From: Chao Yu <chao@kernel.org>
To: Jeffle Xu <jefflexu@linux.alibaba.com>,
dhowells@redhat.com, linux-cachefs@redhat.com, xiang@kernel.org,
linux-erofs@lists.ozlabs.org
Cc: torvalds@linux-foundation.org, gregkh@linuxfoundation.org,
willy@infradead.org, linux-fsdevel@vger.kernel.org,
joseph.qi@linux.alibaba.com, bo.liu@linux.alibaba.com,
tao.peng@linux.alibaba.com, gerry@linux.alibaba.com,
eguan@linux.alibaba.com, linux-kernel@vger.kernel.org,
luodaowen.backend@bytedance.com, tianzichen@kuaishou.com,
yinxin.x@bytedance.com, zhangjiachen.jaycee@bytedance.com,
zhujia.zj@bytedance.com
Subject: Re: [PATCH v11 00/22] fscache,erofs: fscache-based on-demand read semantics
Date: Tue, 10 May 2022 22:14:17 +0800 [thread overview]
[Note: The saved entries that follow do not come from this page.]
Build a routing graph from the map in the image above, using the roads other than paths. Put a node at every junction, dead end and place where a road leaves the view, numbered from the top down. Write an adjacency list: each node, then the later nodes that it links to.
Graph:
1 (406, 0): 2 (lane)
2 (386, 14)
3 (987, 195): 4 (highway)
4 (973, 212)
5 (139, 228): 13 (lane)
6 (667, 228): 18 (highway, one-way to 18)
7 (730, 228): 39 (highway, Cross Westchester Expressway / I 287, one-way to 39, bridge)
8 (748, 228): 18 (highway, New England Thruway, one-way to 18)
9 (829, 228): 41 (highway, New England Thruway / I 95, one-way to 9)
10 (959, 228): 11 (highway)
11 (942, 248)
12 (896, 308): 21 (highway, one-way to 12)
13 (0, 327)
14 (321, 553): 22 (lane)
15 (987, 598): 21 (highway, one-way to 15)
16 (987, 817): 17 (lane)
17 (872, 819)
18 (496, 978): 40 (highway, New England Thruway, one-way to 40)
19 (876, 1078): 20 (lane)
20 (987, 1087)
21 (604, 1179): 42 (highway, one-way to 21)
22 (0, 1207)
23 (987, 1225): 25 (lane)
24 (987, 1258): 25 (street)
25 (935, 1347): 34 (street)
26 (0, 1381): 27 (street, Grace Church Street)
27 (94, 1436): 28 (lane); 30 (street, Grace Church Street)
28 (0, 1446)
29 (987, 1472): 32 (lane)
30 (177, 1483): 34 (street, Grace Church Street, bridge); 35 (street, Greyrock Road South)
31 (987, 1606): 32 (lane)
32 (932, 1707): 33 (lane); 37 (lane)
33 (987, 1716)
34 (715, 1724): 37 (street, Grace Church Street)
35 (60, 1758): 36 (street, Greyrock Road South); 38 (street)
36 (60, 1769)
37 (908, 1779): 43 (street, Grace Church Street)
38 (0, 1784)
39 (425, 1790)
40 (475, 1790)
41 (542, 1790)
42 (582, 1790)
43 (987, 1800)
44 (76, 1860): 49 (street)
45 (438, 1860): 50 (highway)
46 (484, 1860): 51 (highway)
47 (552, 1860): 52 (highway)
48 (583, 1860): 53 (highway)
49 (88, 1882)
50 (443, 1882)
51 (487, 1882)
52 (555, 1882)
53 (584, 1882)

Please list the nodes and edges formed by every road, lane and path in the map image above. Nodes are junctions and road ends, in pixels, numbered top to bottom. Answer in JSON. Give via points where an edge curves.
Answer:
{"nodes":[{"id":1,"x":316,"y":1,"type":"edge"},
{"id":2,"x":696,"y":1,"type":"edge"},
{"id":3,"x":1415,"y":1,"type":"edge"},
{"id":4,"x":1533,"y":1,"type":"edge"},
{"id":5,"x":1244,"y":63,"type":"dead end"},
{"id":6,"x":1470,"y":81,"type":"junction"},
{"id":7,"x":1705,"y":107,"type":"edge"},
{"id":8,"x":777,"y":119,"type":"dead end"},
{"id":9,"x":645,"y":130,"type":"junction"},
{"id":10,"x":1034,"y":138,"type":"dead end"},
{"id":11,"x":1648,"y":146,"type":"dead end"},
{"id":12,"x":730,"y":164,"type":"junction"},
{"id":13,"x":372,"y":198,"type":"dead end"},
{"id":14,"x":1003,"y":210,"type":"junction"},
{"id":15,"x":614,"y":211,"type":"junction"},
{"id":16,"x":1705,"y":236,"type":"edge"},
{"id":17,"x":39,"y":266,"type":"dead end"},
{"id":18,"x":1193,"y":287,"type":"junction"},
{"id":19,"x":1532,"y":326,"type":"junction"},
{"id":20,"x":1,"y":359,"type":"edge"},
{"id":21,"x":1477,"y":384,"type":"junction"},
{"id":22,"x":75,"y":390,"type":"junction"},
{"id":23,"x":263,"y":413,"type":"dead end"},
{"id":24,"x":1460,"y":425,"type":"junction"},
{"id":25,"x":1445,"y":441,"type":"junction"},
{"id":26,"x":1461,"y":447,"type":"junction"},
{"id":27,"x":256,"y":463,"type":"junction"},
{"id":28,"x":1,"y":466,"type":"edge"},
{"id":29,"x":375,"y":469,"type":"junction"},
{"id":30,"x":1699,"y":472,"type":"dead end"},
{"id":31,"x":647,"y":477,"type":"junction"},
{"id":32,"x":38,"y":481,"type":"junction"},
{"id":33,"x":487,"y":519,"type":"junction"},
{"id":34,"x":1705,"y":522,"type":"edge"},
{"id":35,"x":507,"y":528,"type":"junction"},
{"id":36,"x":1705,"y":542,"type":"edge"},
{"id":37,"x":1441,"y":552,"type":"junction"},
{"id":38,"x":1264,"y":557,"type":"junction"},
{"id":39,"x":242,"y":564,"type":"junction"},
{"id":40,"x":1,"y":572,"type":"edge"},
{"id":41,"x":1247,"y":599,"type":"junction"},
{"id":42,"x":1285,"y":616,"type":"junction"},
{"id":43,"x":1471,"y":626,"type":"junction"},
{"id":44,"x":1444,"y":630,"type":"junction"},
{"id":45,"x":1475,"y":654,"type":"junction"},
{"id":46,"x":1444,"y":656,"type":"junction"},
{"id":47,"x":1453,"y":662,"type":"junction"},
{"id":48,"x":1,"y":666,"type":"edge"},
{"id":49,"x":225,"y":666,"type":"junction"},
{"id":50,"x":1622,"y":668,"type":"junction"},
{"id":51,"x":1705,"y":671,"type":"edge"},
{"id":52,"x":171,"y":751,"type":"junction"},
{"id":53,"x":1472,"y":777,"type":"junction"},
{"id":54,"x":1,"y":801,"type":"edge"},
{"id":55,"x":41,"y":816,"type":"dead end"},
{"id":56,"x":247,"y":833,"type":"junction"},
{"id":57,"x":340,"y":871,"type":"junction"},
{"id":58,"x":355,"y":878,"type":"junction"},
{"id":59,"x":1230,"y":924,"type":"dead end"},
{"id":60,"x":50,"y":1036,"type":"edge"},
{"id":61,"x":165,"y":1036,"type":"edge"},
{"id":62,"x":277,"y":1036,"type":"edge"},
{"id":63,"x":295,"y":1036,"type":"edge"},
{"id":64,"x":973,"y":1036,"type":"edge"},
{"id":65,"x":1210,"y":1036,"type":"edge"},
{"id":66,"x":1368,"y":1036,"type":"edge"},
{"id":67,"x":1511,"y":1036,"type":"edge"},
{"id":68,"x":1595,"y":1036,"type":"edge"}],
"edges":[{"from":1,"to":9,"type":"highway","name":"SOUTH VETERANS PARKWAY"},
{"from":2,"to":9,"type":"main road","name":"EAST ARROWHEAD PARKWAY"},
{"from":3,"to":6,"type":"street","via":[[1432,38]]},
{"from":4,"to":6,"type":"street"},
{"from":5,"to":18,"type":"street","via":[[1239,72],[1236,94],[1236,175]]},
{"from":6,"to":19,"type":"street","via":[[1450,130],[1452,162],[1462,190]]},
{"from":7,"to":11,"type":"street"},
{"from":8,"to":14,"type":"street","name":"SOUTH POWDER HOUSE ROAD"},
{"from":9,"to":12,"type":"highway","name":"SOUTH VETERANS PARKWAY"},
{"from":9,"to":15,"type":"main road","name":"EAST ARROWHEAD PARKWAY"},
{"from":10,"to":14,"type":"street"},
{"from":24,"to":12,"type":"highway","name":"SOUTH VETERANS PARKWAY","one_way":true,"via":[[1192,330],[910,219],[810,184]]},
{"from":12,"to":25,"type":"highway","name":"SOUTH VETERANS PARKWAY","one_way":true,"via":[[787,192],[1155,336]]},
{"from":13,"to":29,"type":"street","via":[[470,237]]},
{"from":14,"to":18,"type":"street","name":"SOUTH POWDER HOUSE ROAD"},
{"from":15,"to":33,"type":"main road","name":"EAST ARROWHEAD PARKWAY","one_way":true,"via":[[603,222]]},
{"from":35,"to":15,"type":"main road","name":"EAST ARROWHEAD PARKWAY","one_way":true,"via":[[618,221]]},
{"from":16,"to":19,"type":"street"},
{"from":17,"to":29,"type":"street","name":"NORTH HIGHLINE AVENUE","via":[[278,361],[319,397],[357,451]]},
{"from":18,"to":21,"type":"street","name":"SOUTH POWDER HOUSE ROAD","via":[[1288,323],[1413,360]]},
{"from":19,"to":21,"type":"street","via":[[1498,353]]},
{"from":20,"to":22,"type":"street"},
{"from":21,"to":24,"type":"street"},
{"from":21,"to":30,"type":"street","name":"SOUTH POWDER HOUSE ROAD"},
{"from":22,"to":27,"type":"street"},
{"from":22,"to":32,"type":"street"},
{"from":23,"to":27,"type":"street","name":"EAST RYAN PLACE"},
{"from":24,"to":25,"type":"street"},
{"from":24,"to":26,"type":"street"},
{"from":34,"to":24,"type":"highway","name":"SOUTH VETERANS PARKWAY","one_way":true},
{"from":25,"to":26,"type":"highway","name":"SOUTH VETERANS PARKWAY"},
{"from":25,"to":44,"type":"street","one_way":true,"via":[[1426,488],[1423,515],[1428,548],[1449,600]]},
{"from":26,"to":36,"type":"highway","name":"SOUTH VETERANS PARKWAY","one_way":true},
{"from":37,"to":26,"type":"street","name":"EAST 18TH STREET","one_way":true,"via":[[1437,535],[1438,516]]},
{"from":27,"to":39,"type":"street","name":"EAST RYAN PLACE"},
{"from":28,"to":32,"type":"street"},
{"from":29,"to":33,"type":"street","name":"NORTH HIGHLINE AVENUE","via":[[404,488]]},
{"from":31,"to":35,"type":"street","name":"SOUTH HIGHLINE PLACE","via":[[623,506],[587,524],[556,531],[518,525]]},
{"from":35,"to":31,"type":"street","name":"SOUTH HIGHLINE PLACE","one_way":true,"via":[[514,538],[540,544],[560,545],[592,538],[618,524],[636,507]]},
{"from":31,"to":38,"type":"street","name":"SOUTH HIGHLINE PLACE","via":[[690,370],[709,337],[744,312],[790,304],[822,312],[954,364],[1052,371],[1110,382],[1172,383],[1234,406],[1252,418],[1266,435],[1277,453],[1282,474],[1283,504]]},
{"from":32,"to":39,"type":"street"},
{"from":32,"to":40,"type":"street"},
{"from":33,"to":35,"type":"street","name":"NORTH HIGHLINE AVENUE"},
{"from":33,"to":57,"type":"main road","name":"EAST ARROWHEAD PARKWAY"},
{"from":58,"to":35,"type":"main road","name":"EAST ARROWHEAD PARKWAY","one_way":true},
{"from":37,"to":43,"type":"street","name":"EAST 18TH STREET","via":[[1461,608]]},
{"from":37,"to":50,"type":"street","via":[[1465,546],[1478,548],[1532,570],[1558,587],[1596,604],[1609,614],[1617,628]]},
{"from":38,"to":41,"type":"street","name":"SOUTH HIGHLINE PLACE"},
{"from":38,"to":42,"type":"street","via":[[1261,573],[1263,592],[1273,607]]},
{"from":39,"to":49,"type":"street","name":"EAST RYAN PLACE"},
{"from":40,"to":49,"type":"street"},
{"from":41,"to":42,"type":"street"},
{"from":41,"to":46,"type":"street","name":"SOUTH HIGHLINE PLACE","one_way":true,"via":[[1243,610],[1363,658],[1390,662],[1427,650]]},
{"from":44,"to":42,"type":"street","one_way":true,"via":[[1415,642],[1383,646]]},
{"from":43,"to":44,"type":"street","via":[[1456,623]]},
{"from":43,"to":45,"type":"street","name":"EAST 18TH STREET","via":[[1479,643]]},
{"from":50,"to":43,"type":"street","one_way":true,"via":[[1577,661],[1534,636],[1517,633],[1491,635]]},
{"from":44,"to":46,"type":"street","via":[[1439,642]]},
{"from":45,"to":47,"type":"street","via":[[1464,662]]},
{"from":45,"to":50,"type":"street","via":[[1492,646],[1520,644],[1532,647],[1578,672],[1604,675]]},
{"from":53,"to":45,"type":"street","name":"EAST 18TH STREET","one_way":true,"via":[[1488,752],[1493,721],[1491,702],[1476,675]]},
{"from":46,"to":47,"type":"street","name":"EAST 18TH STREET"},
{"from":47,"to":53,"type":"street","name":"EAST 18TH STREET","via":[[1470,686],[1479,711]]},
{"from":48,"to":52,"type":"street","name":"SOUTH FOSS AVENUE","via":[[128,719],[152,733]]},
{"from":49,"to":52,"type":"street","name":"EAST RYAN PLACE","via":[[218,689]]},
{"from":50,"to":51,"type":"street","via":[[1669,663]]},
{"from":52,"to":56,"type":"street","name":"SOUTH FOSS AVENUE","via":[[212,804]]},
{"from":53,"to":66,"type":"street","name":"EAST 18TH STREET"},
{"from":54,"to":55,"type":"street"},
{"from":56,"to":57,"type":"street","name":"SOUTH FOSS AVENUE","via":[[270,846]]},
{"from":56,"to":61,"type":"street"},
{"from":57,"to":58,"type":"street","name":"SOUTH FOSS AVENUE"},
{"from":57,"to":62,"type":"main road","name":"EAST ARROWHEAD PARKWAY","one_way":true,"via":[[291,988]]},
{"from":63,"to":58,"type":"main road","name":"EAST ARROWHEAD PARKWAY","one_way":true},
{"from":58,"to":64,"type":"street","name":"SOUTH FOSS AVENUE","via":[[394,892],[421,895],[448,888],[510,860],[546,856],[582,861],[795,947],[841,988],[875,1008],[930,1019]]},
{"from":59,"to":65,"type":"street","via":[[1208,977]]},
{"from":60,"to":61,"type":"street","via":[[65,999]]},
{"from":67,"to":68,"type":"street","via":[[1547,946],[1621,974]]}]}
Message-ID: <4c788c74-67c1-c0c4-83a0-7ec7a4b95fba@kernel.org> (raw)
In-Reply-To: <20220509074028.74954-1-jefflexu@linux.alibaba.com>
On 2022/5/9 15:40, Jeffle Xu wrote:
> changes since v10:
> - rebase to 5.18-rc5
> - append the patchset with a patch from Xin Yin, implementing the
> asynchronous readahead (patch 22)
>
>
> Kernel Patchset
> ---------------
> Git tree:
>
> https://github.com/lostjeffle/linux.git jingbo/dev-erofs-fscache-v11
>
> Gitweb:
>
> https://github.com/lostjeffle/linux/commits/jingbo/dev-erofs-fscache-v11
>
>
> User Guide for E2E Container Use Case
> -------------------------------------
> User guide:
>
> https://github.com/dragonflyoss/image-service/blob/fscache/docs/nydus-fscache.md
>
> Video:
>
> https://youtu.be/F4IF2_DENXo
>
>
> User Daemon for Quick Test
> --------------------------
> Git tree:
>
> https://github.com/lostjeffle/demand-read-cachefilesd.git main
>
> Gitweb:
>
> https://github.com/lostjeffle/demand-read-cachefilesd
>
>
> Tested-by: Zichen Tian <tianzichen@kuaishou.com>
> Tested-by: Jia Zhu <zhujia.zj@bytedance.com>
>
>
> RFC: https://lore.kernel.org/all/YbRL2glGzjfZkVbH@B-P7TQMD6M-0146.local/t/
> v1: https://lore.kernel.org/lkml/47831875-4bdd-8398-9f2d-0466b31a4382@linux.alibaba.com/T/
> v2: https://lore.kernel.org/all/2946d871-b9e1-cf29-6d39-bcab30f2854f@linux.alibaba.com/t/
> v3: https://lore.kernel.org/lkml/20220209060108.43051-1-jefflexu@linux.alibaba.com/T/
> v4: https://lore.kernel.org/lkml/20220307123305.79520-1-jefflexu@linux.alibaba.com/T/#t
> v5: https://lore.kernel.org/lkml/202203170912.gk2sqkaK-lkp@intel.com/T/
> v6: https://lore.kernel.org/lkml/202203260720.uA5o7k5w-lkp@intel.com/T/
> v7: https://lore.kernel.org/lkml/557bcf75-2334-5fbb-d2e0-c65e96da566d@linux.alibaba.com/T/
> v8: https://lore.kernel.org/all/ac8571b8-0935-1f4f-e9f1-e424f059b5ed@linux.alibaba.com/T/
> v9: https://lore.kernel.org/lkml/2067a5c7-4e24-f449-4676-811d12e9ab72@linux.alibaba.com/T/
> v10:https://lore.kernel.org/all/20220425122143.56815-21-jefflexu@linux.alibaba.com/t/
>
>
> [Background]
> ============
> Nydus [1] is an image distribution service especially optimized for
> distribution over network. Nydus is an excellent container image
> acceleration solution, since it only pulls data from remote when needed,
> a.k.a. on-demand reading and it also supports chunk-based deduplication,
> compression, etc.
>
> erofs (Enhanced Read-Only File System) is a filesystem designed for
> read-only scenarios. (Documentation/filesystem/erofs.rst)
>
> Over the past months we've been focusing on supporting Nydus image service
> with in-kernel erofs format[2]. In that case, each container image will be
> organized in one bootstrap (metadata) and (optional) multiple data blobs in
> erofs format. Massive container images will be stored on one machine.
>
> To accelerate the container startup (fetching container images from remote
> and then start the container), we do hope that the bootstrap & blob files
> could support on-demand read. That is, erofs can be mounted and accessed
> even when the bootstrap/data blob files have not been fully downloaded.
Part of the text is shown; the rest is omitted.